There are always brilliant exceptions to the general meanness and dullness of an age. There is always a spring in a hillside, a fountain that refreshes, enlivens, enlightens. Its water is pure. Everyone can drink from that fountain. And the fountain does not diminish by it.

One thing that marvels me about Gabriel is his astonishing capacity to pour new water, so to speak. It is the same spring, but the water is always new. Gabriel has worked with bone, plant, stone, gold, wood, wax, sand, dust, ink, paper, metals, compasses, scissors, pencils, garbage, cameras.

His work spirals. He likes to move. He likes movement and the stillness that those forces bring about. His art is about that: the incomprehensible music of the stars symbolized in fractal patterns. But that is not all: he has a poet’s soul in the sense that he grasps all the gifts bestowed upon him by sheer chance in the streets, in the garbage containers (as in Penske Work Project). He who wants to find, must first look. And Gabriel looks, intently. He watches.

Gabriel is a keen observer of nature, and I believe that he really finds delight in it: in streams, beaches, mangroves. But he is there to find the lines that connect according to the strict laws of the Italian Renaissance prescriptions on perspective or the even more strict laws of Newton.

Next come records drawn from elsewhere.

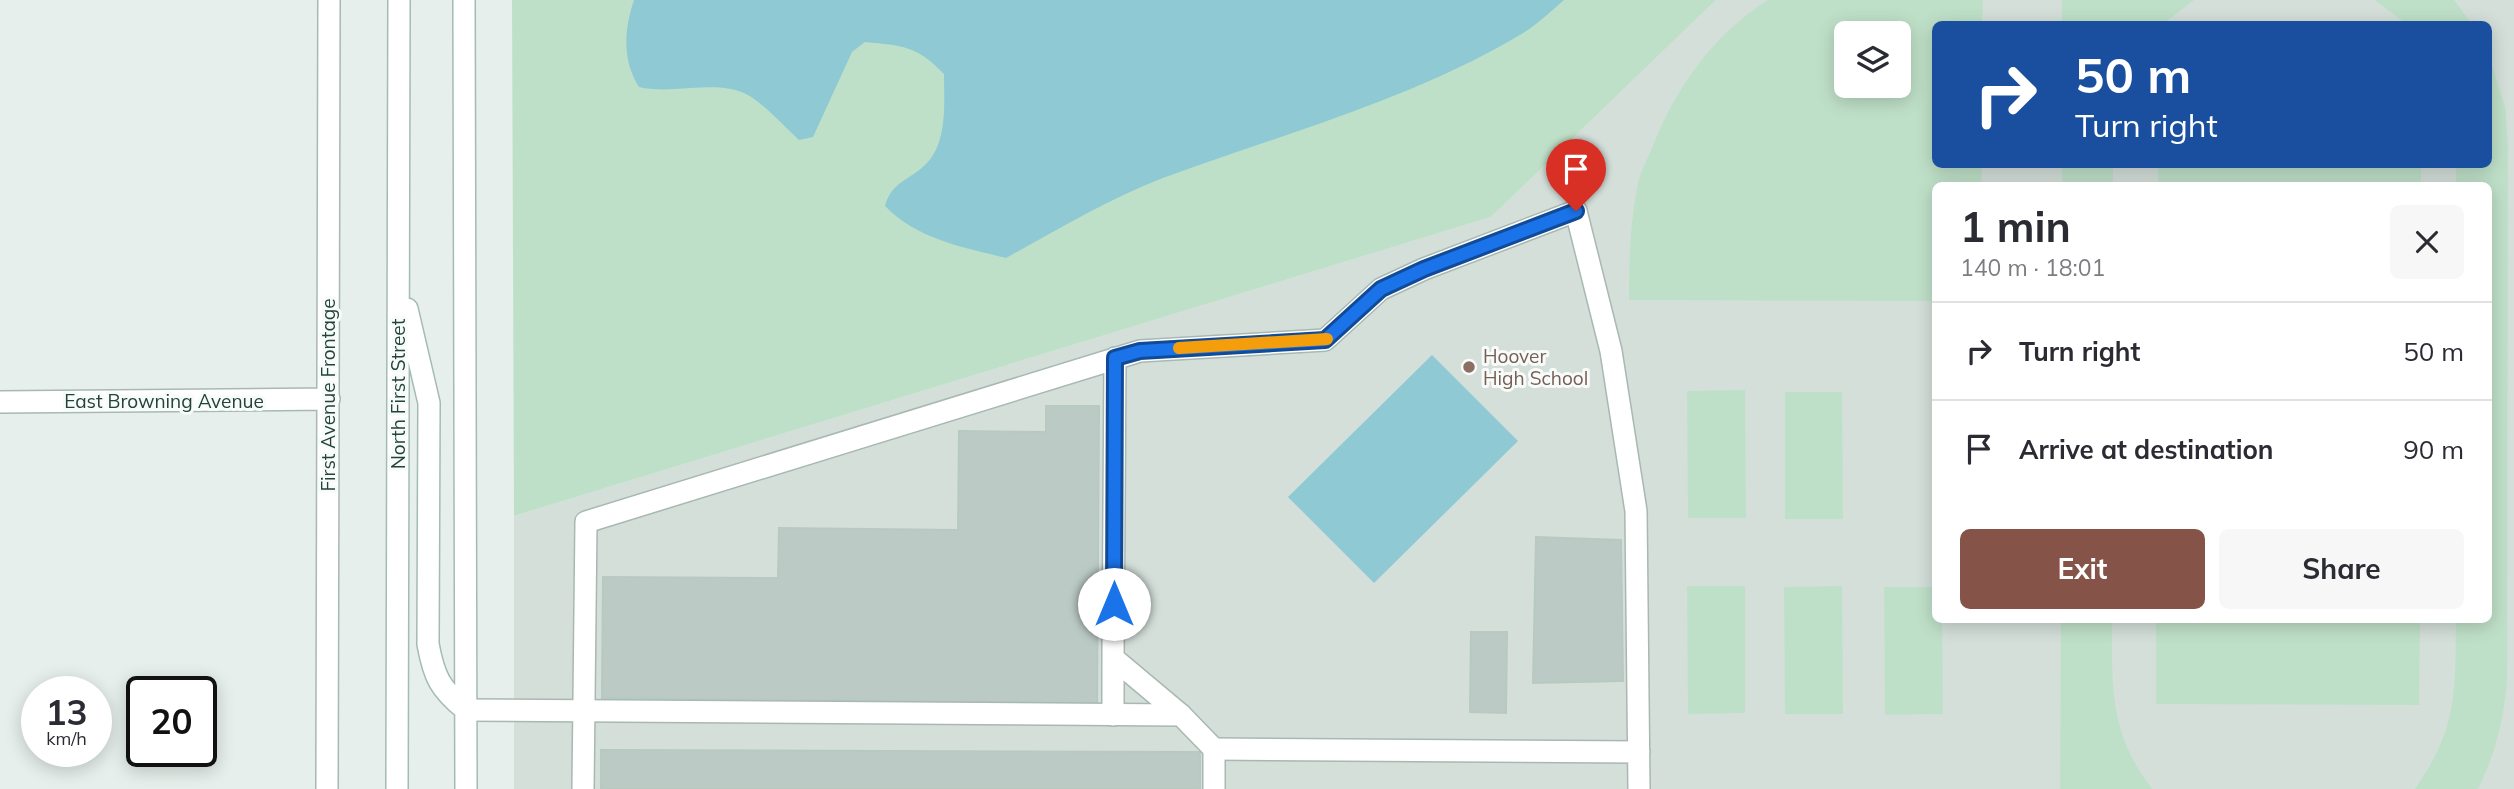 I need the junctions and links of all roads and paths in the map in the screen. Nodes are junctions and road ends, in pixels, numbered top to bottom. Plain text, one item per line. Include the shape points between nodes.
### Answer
1 (329, 0) edge
2 (400, 0) edge
3 (464, 0) edge
4 (398, 273) junction
5 (1115, 358) junction
6 (329, 400) junction
7 (0, 402) edge
8 (1113, 658) junction
9 (466, 710) junction
10 (583, 710) junction
11 (1112, 715) junction
12 (1181, 715) junction
13 (1214, 748) junction
14 (1639, 751) junction
15 (327, 789) edge
16 (397, 789) edge
17 (466, 789) edge
18 (583, 789) edge
19 (1214, 789) edge
20 (1639, 789) edge

1 - 6 main road, First Avenue Frontage
2 - 4 main road, North First Street
3 - 9 main road
4 - 9 main road via 429,403 428,644 433,671 445,693
4 - 16 main road, North First Street
5 - 8 main road
5 - 10 main road via 586,522
5 - 14 main road via 1140,351 1325,340 1381,289 1576,211 1611,351 1636,511
6 - 7 main road, East Browning Avenue
6 - 15 main road, First Avenue Frontage
8 - 11 main road
8 - 12 main road
9 - 10 main road
9 - 17 main road
10 - 11 main road
10 - 18 main road
11 - 12 main road
12 - 13 main road
13 - 14 main road
13 - 19 main road
14 - 20 main road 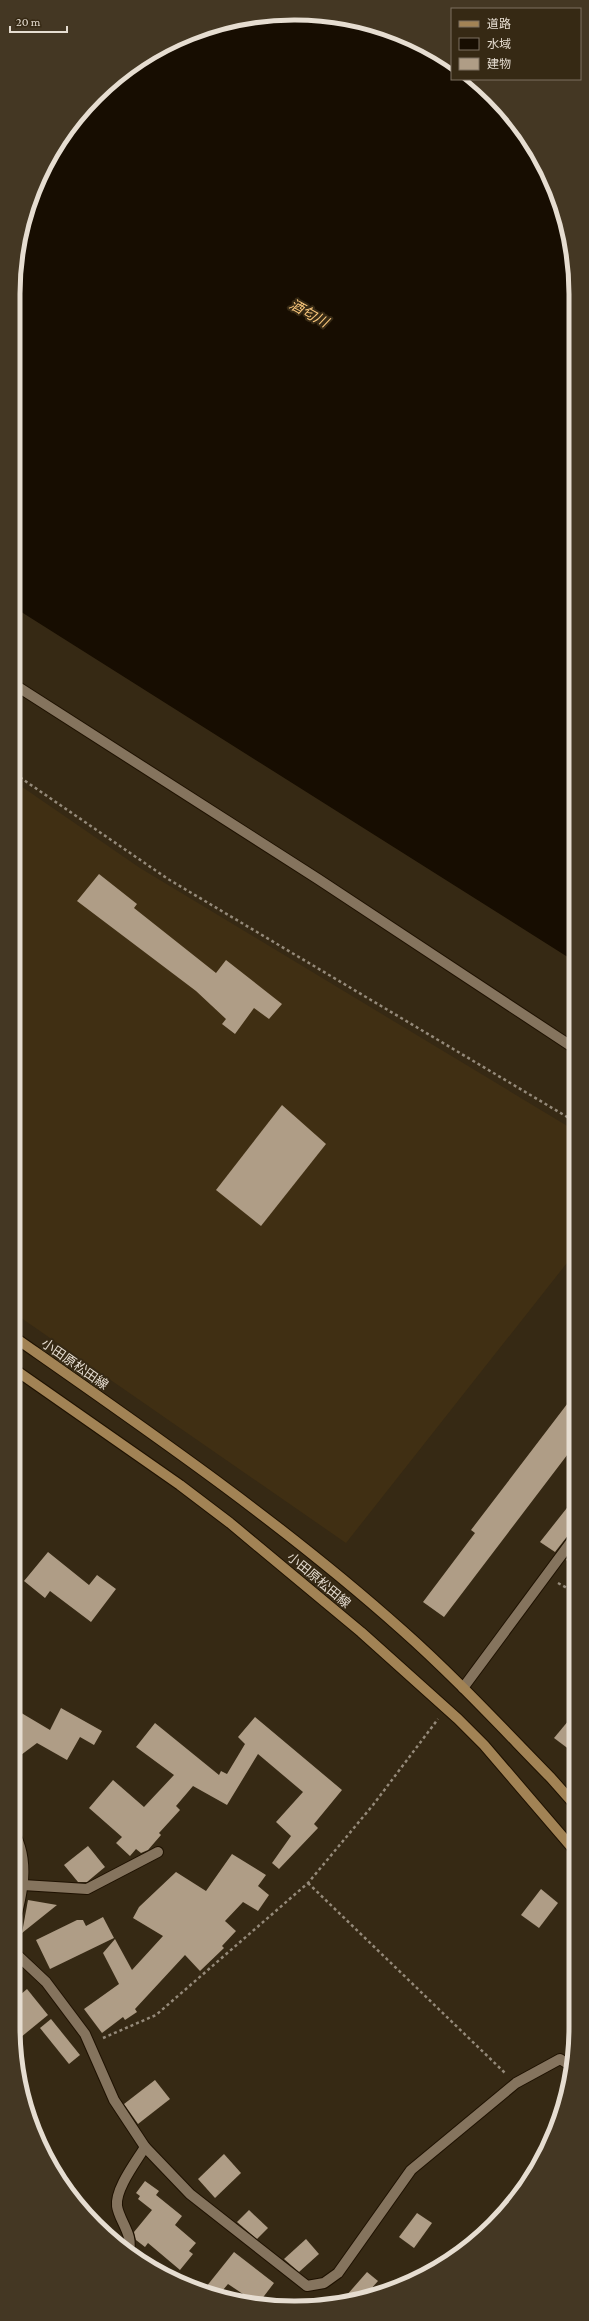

This is evident from Black Kites to the skeleton of the whale that hangs in Mexico’s City Public Library. It is even more perceivable in The Atomists in which the photographs appearing in Sports diaries and magazines showing the action of humans performing or struggling in a match or a game were overlaid by circles and semicircles, in duotone, if I remember correctly, and those new, superimposed figures expressed in a very Euclidian way, the nature of the effort conveying a beautiful universe of sheer forces.

His concern over form does not preclude the importance he gives to matter. In an age in which violence pervades the arts, there is no malevolence in Gabriel’s work. On the contrary. There is always a sense of hope, even if there is always irony. And that irony can be extremely sharp, as in the famous empty box, or his first exhibition at Marian Goodman clearly show. Those made him a relative of the surrealists in the sense that provocation has been, since the 18th century, an essential part of the arts.

His experience with boomerangs seems to me like a reflection of a reflection. You throw the boomerang away; its ellipse may or may not be perfect; it may or may not return to your hand; but it is always you who tries to master the instrument and the instrument, although being always the same, bears the brunt of all its experiences. It is a physical event recorded by our senses. And it is one that signifies.

I think Gabriel finds significance in almost everything, from flints to dried, decaying cactuses. For me that exhibition, of the dead things he brought from the desert, stands tall among the many extraordinary exhibitions of this Mexican artist, the one who is truly the inheritor of “Los Tres Grandes del Muralismo Mexicano,” José Clemente Orozco, Diego Rivera, and David Alfaro Siqueiros. And I say this without a hint of irony. The vision is global, but it is rooted locally. I know it is a cliché, but sometimes, a French diplomat once said, clichés are vital.

And there is a sense of humour, which I might perhaps explain as a sense of sharing. Gabriel wants to share: his vision, his insights into the vast universe. He neither dissects nature, nor people, nor situations. He watches and, as cosmographers before him, Gabriel brings us neat, orderly objects and pictures of things afar, of things forgotten, of things eternal.